When the Legends Tour was first starting, I was on a mission to play. I had to prove to myself the dream I had when I was 17 to play with the best players in the world wasn’t just a nightmare. Unfortunately, I wasn’t good enough to be exempt. I had to qualify for each tournament. There would be anywhere from five to 20 players vying for one or two spots. Eighteen holes, low score wins, everyone else, go home. Thanks for coming.
I drove to Evansville, Indiana, from Silver Creek to try to qualify. Thirteen hours in the car, by myself one way. I played a practice round at Victoria National Golf Club and was ready to earn my spot in the tournament. I played horribly and missed qualifying by one shot. No tournament for me. I had to get in the car and drive 13 hours home by myself.
I called my husband Allen and was crying on the phone telling him how bad I hit the ball, and how I missed qualifying by one shot. Remember, Allen Miller is a 15-year veteran of the PGA Tour. He is a Past Champion/Life Member and knows the ups and downs of playing competitive tournament golf. He listened to me whine for about five minutes and then said,
“Cindy, this has absolutely nothing to do with your golf swing. This has everything to do with your head. You try too hard, then you can’t swing the club, then you hit it terrible. You must focus on the task at hand. If you aren’t willing to reveal the truth, you will never reach your potential.”
Wow, how rude was that? The sad thing was, he spoke the truth. After I got over the shock, I made a deal with myself that I would learn how to improve my mental game. I would not allow this stupid game to bring me to tears again.
Everyone hits bad shots. Everyone. The mission is to understand why. Why did you do what you did? Were you comfortable over the ball? Did you take the time to choose the right shot? Were you totally committed to your decision, or did you have doubt? Did you evaluate the risk/reward factors? What are the chances you can pull this shot off? If you don’t have a 50/50 chance, maybe it isn’t such a wise choice.
The game of golf requires both the left and right brain to work to play your best. Your left brain handles all the calculating and your right brain imagines, visualizes, and feels the shot. You can choose the right shot, pick the perfect club, align the face, feel great, and swing terrible. Why? Usually, there is doubt, apprehension, or fear. Sometimes there are underlying issues that can cause bad shots. “Like what?” You might ask. Like no belief in yourself. Maybe you choose shots that are beyond your ability, miss them, and then browbeat yourself. “Here we go again,” you might say. “I always choke on this hole.” This can become a self-fulfilling prophecy.
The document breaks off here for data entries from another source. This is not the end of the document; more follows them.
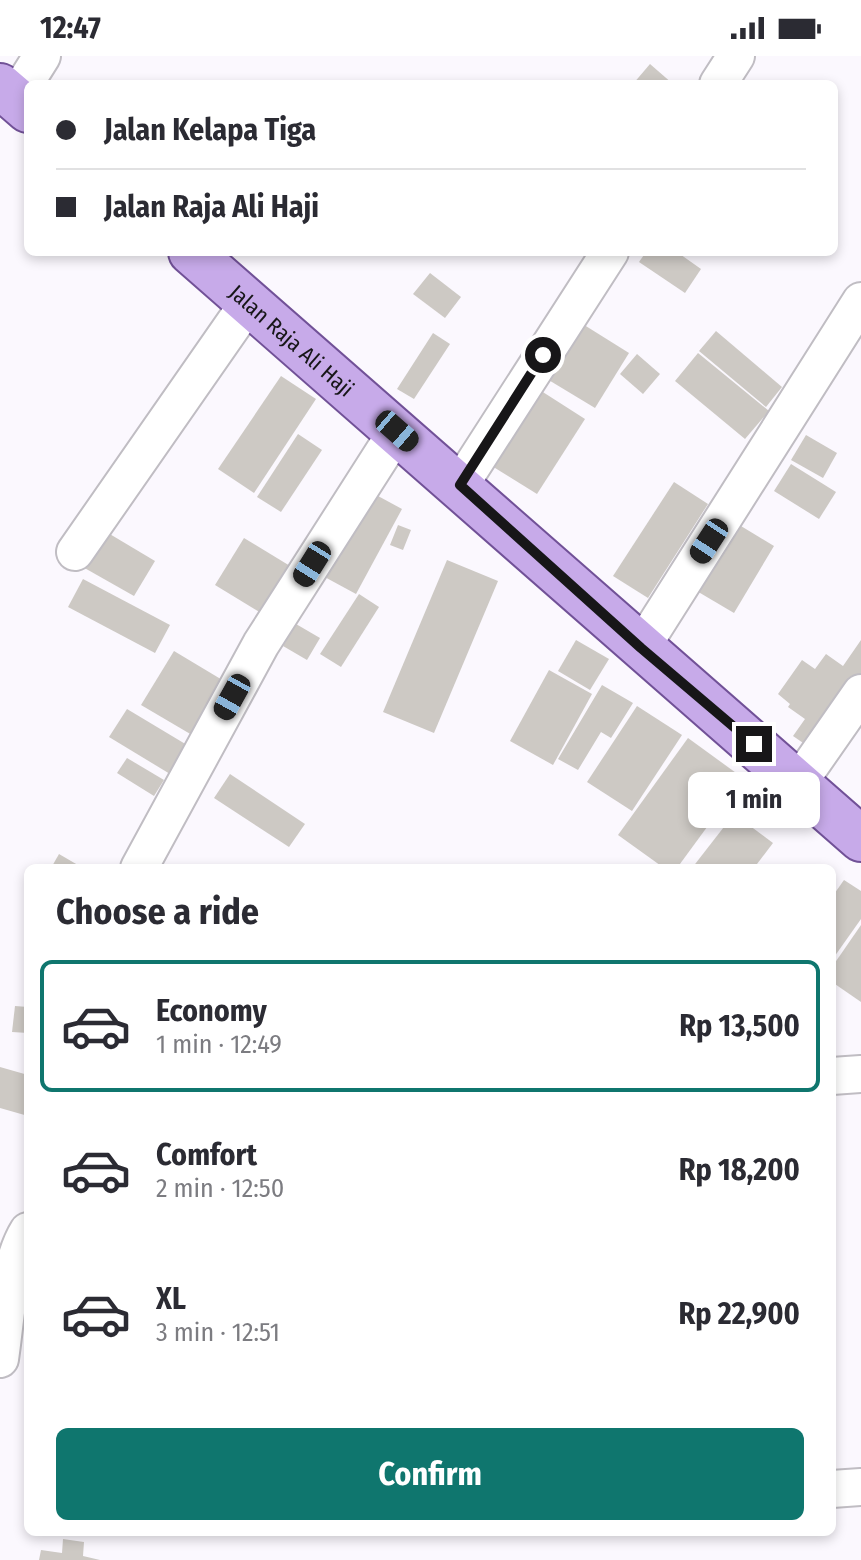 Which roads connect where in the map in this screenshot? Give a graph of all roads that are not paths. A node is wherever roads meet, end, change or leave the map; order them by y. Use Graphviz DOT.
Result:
graph roads {
  1 [pos="42,56"];
  2 [pos="736,56"];
  3 [pos="26,80"];
  4 [pos="721,80"];
  5 [pos="196,256"];
  6 [pos="607,256"];
  7 [pos="861,301"];
  8 [pos="249,302"];
  9 [pos="397,431"];
  10 [pos="460,485"];
  11 [pos="75,552"];
  12 [pos="641,648"];
  13 [pos="861,693"];
  14 [pos="799,782"];
  15 [pos="857,826"];
  16 [pos="141,864"];
  17 [pos="861,1074"];
  18 [pos="836,1076"];
  19 [pos="24,1238"];
  20 [pos="0,1359"];
  21 [pos="861,1487"];
  22 [pos="836,1489"];
  1 -- 3 [label="street"];
  2 -- 4 [label="street"];
  5 -- 8 [label="main road, Jalan Raja Ali Haji"];
  6 -- 10 [label="street"];
  7 -- 12 [label="street"];
  8 -- 9 [label="main road, Jalan Raja Ali Haji"];
  8 -- 11 [label="street"];
  9 -- 10 [label="main road, Jalan Raja Ali Haji"];
  9 -- 16 [label="street"];
  10 -- 12 [label="main road, Jalan Raja Ali Haji"];
  12 -- 14 [label="main road, Jalan Raja Ali Haji"];
  13 -- 14 [label="street"];
  14 -- 15 [label="main road, Jalan Raja Ali Haji"];
  17 -- 18 [label="street"];
  19 -- 20 [label="street"];
  21 -- 22 [label="street"];
} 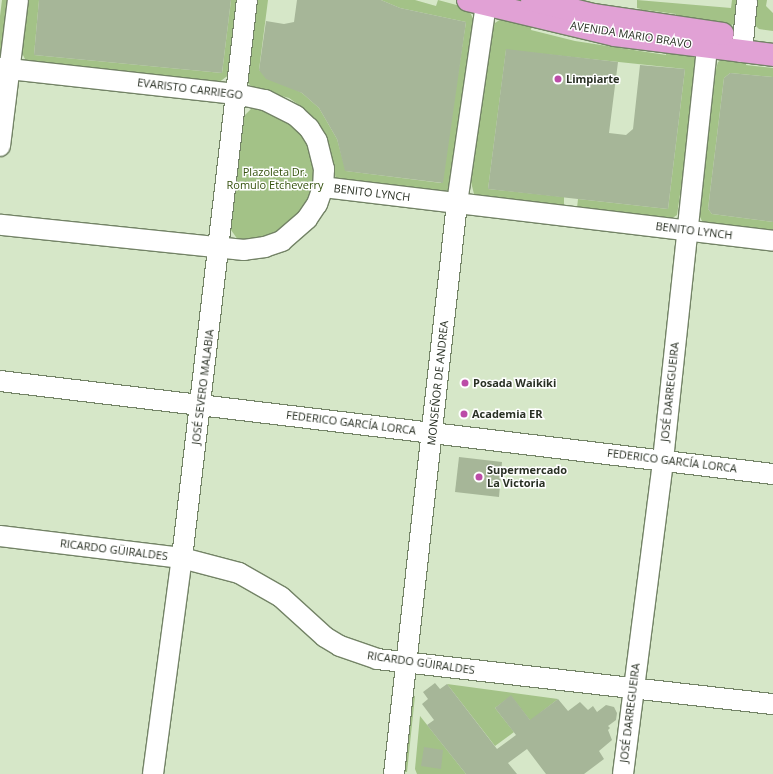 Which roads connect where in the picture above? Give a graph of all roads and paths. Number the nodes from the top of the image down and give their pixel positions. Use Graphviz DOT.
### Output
graph roads {
  1 [pos="18,0"];
  2 [pos="247,0"];
  3 [pos="532,0"];
  4 [pos="747,0"];
  5 [pos="484,2"];
  6 [pos="709,40"];
  7 [pos="773,40"];
  8 [pos="743,44"];
  9 [pos="773,55"];
  10 [pos="4,68"];
  11 [pos="236,94"];
  12 [pos="0,146"];
  13 [pos="323,187"];
  14 [pos="457,203"];
  15 [pos="0,225"];
  16 [pos="687,230"];
  17 [pos="773,241"];
  18 [pos="219,247"];
  19 [pos="0,381"];
  20 [pos="200,405"];
  21 [pos="433,433"];
  22 [pos="663,460"];
  23 [pos="773,474"];
  24 [pos="0,536"];
  25 [pos="182,558"];
  26 [pos="407,663"];
  27 [pos="633,687"];
  28 [pos="773,704"];
  29 [pos="153,774"];
  30 [pos="394,774"];
  31 [pos="623,774"];
  1 -- 10 [label="street"];
  2 -- 11 [label="street, JOSÉ SEVERO MALABIA"];
  3 -- 6 [label="main road, AVENIDA MARIO BRAVO"];
  4 -- 8 [label="street"];
  5 -- 6 [label="main road, AVENIDA MARIO BRAVO"];
  5 -- 14 [label="street, MONSEÑOR DE ANDREA"];
  6 -- 8 [label="main road, AVENIDA MARIO BRAVO"];
  6 -- 16 [label="street, JOSÉ DARREGUEIRA"];
  7 -- 8 [label="main road, AVENIDA MARIO BRAVO"];
  8 -- 9 [label="main road, AVENIDA MARIO BRAVO"];
  10 -- 11 [label="street, EVARISTO CARRIEGO"];
  10 -- 12 [label="street"];
  11 -- 13 [label="street, EVARISTO CARRIEGO"];
  11 -- 18 [label="street, JOSÉ SEVERO MALABIA"];
  13 -- 14 [label="street, BENITO LYNCH"];
  13 -- 18 [label="street, BENITO LYNCH"];
  14 -- 16 [label="street, BENITO LYNCH"];
  14 -- 21 [label="street, MONSEÑOR DE ANDREA"];
  15 -- 18 [label="street, BENITO LYNCH"];
  16 -- 17 [label="street, BENITO LYNCH"];
  16 -- 22 [label="street, JOSÉ DARREGUEIRA"];
  18 -- 20 [label="street, JOSÉ SEVERO MALABIA"];
  19 -- 20 [label="street, FEDERICO GARCÍA LORCA"];
  20 -- 21 [label="street, FEDERICO GARCÍA LORCA"];
  20 -- 25 [label="street, JOSÉ SEVERO MALABIA"];
  21 -- 22 [label="street, FEDERICO GARCÍA LORCA"];
  21 -- 26 [label="street, MONSEÑOR DE ANDREA"];
  22 -- 23 [label="street, FEDERICO GARCÍA LORCA"];
  22 -- 27 [label="street, JOSÉ DARREGUEIRA"];
  24 -- 25 [label="street, RICARDO GÜIRALDES"];
  25 -- 26 [label="street, RICARDO GÜIRALDES"];
  25 -- 29 [label="street, JOSÉ SEVERO MALABIA"];
  26 -- 27 [label="street, RICARDO GÜIRALDES"];
  26 -- 30 [label="street, MONSEÑOR DE ANDREA"];
  27 -- 28 [label="street, RICARDO GÜIRALDES"];
  27 -- 31 [label="street, JOSÉ DARREGUEIRA"];
}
Stop and listen to your inner voice. What is it saying?
How Bad Does it Have to Hurt to be Willing to Change?
My question to you is, “How bad does it have to hurt to be willing to change?” If you evaluate your game and have the courage to see the truth, I guarantee you can improve. Ask yourself, “How can I find three to 10 shots per round?” People come in for lessons and tell me they need to hit the golf ball farther. They say, “I have to get off the tee.” I ask them, “What do you shoot?” They say, “95 to 100.” Here is the truth: If you hit the golf ball 180-200 yards straight, you should be able to shoot 85-90 anywhere. Work on your short game and putting to be able to get the ball up and down and your scores will drop.
I urge you to eliminate the confusion. Seek clarity. Understand your own game. What are your strengths and weaknesses? Are you a long hitter who needs to hit more fairways, or a short hitter who needs to get it up and down? Are you willing to work on the aspects of your game that will bring you the most improvement or are you avoiding the truth?
I guarantee if you resolve to diminish the doubt, fight the fears, and stop the pain, you will be on your way to find “It.”